Exercise materials START

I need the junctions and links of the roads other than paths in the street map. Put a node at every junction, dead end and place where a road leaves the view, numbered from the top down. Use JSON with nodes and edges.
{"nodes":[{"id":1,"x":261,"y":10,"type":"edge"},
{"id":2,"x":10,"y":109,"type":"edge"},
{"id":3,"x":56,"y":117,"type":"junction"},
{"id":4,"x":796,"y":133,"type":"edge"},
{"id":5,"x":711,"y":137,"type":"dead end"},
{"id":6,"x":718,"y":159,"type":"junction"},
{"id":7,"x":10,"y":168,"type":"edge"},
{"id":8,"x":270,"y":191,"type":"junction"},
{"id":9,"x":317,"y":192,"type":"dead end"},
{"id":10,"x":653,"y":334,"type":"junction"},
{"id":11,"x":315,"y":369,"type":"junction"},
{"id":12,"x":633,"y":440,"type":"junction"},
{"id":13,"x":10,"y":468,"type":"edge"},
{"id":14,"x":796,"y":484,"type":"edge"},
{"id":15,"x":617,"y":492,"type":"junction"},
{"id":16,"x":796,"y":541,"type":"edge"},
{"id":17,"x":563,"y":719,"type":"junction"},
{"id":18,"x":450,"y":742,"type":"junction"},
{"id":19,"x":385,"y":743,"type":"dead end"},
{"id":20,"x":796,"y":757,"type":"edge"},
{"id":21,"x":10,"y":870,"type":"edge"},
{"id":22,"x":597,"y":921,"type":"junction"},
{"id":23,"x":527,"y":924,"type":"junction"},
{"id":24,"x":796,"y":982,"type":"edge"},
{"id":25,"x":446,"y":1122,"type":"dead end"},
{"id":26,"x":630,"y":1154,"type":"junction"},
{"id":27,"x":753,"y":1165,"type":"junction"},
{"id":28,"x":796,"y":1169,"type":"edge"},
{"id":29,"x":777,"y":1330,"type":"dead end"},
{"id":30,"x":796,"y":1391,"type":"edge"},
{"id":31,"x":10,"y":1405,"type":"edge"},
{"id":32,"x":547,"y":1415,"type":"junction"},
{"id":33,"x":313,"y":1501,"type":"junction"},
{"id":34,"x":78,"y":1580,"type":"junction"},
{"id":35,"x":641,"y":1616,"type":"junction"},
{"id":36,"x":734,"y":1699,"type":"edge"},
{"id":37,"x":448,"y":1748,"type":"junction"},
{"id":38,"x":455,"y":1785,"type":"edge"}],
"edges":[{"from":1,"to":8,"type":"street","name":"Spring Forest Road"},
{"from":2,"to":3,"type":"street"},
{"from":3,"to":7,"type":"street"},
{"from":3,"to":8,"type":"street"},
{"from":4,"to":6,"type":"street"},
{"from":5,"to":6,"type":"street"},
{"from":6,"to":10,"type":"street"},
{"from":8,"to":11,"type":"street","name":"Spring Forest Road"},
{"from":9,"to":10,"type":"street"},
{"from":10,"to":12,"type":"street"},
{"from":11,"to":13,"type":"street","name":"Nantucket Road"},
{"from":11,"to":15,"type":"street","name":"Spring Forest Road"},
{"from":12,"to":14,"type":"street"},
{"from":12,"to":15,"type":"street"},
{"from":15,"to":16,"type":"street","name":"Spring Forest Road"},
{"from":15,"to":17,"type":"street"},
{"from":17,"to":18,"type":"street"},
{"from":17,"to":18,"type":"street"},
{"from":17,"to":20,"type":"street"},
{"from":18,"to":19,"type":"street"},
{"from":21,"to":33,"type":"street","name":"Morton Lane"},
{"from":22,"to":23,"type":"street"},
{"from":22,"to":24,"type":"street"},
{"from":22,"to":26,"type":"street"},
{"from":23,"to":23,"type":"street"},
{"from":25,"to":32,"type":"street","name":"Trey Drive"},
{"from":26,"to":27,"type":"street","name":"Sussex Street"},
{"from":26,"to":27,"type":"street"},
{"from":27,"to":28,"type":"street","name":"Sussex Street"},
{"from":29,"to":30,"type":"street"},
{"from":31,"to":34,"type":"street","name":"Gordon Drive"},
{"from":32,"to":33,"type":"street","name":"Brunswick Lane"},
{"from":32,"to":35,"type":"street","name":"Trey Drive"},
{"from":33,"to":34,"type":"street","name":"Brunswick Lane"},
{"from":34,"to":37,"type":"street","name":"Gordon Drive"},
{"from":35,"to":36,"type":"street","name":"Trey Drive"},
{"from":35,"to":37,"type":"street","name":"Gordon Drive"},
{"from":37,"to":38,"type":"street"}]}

Exercise materials END

# Task statement
Repeat the data. Every word must match.

# Written response
I need the junctions and links of the roads other than paths in the street map. Put a node at every junction, dead end and place where a road leaves the view, numbered from the top down. Use JSON with nodes and edges.
{"nodes":[{"id":1,"x":261,"y":10,"type":"edge"},
{"id":2,"x":10,"y":109,"type":"edge"},
{"id":3,"x":56,"y":117,"type":"junction"},
{"id":4,"x":796,"y":133,"type":"edge"},
{"id":5,"x":711,"y":137,"type":"dead end"},
{"id":6,"x":718,"y":159,"type":"junction"},
{"id":7,"x":10,"y":168,"type":"edge"},
{"id":8,"x":270,"y":191,"type":"junction"},
{"id":9,"x":317,"y":192,"type":"dead end"},
{"id":10,"x":653,"y":334,"type":"junction"},
{"id":11,"x":315,"y":369,"type":"junction"},
{"id":12,"x":633,"y":440,"type":"junction"},
{"id":13,"x":10,"y":468,"type":"edge"},
{"id":14,"x":796,"y":484,"type":"edge"},
{"id":15,"x":617,"y":492,"type":"junction"},
{"id":16,"x":796,"y":541,"type":"edge"},
{"id":17,"x":563,"y":719,"type":"junction"},
{"id":18,"x":450,"y":742,"type":"junction"},
{"id":19,"x":385,"y":743,"type":"dead end"},
{"id":20,"x":796,"y":757,"type":"edge"},
{"id":21,"x":10,"y":870,"type":"edge"},
{"id":22,"x":597,"y":921,"type":"junction"},
{"id":23,"x":527,"y":924,"type":"junction"},
{"id":24,"x":796,"y":982,"type":"edge"},
{"id":25,"x":446,"y":1122,"type":"dead end"},
{"id":26,"x":630,"y":1154,"type":"junction"},
{"id":27,"x":753,"y":1165,"type":"junction"},
{"id":28,"x":796,"y":1169,"type":"edge"},
{"id":29,"x":777,"y":1330,"type":"dead end"},
{"id":30,"x":796,"y":1391,"type":"edge"},
{"id":31,"x":10,"y":1405,"type":"edge"},
{"id":32,"x":547,"y":1415,"type":"junction"},
{"id":33,"x":313,"y":1501,"type":"junction"},
{"id":34,"x":78,"y":1580,"type":"junction"},
{"id":35,"x":641,"y":1616,"type":"junction"},
{"id":36,"x":734,"y":1699,"type":"edge"},
{"id":37,"x":448,"y":1748,"type":"junction"},
{"id":38,"x":455,"y":1785,"type":"edge"}],
"edges":[{"from":1,"to":8,"type":"street","name":"Spring Forest Road"},
{"from":2,"to":3,"type":"street"},
{"from":3,"to":7,"type":"street"},
{"from":3,"to":8,"type":"street"},
{"from":4,"to":6,"type":"street"},
{"from":5,"to":6,"type":"street"},
{"from":6,"to":10,"type":"street"},
{"from":8,"to":11,"type":"street","name":"Spring Forest Road"},
{"from":9,"to":10,"type":"street"},
{"from":10,"to":12,"type":"street"},
{"from":11,"to":13,"type":"street","name":"Nantucket Road"},
{"from":11,"to":15,"type":"street","name":"Spring Forest Road"},
{"from":12,"to":14,"type":"street"},
{"from":12,"to":15,"type":"street"},
{"from":15,"to":16,"type":"street","name":"Spring Forest Road"},
{"from":15,"to":17,"type":"street"},
{"from":17,"to":18,"type":"street"},
{"from":17,"to":18,"type":"street"},
{"from":17,"to":20,"type":"street"},
{"from":18,"to":19,"type":"street"},
{"from":21,"to":33,"type":"street","name":"Morton Lane"},
{"from":22,"to":23,"type":"street"},
{"from":22,"to":24,"type":"street"},
{"from":22,"to":26,"type":"street"},
{"from":23,"to":23,"type":"street"},
{"from":25,"to":32,"type":"street","name":"Trey Drive"},
{"from":26,"to":27,"type":"street","name":"Sussex Street"},
{"from":26,"to":27,"type":"street"},
{"from":27,"to":28,"type":"street","name":"Sussex Street"},
{"from":29,"to":30,"type":"street"},
{"from":31,"to":34,"type":"street","name":"Gordon Drive"},
{"from":32,"to":33,"type":"street","name":"Brunswick Lane"},
{"from":32,"to":35,"type":"street","name":"Trey Drive"},
{"from":33,"to":34,"type":"street","name":"Brunswick Lane"},
{"from":34,"to":37,"type":"street","name":"Gordon Drive"},
{"from":35,"to":36,"type":"street","name":"Trey Drive"},
{"from":35,"to":37,"type":"street","name":"Gordon Drive"},
{"from":37,"to":38,"type":"street"}]}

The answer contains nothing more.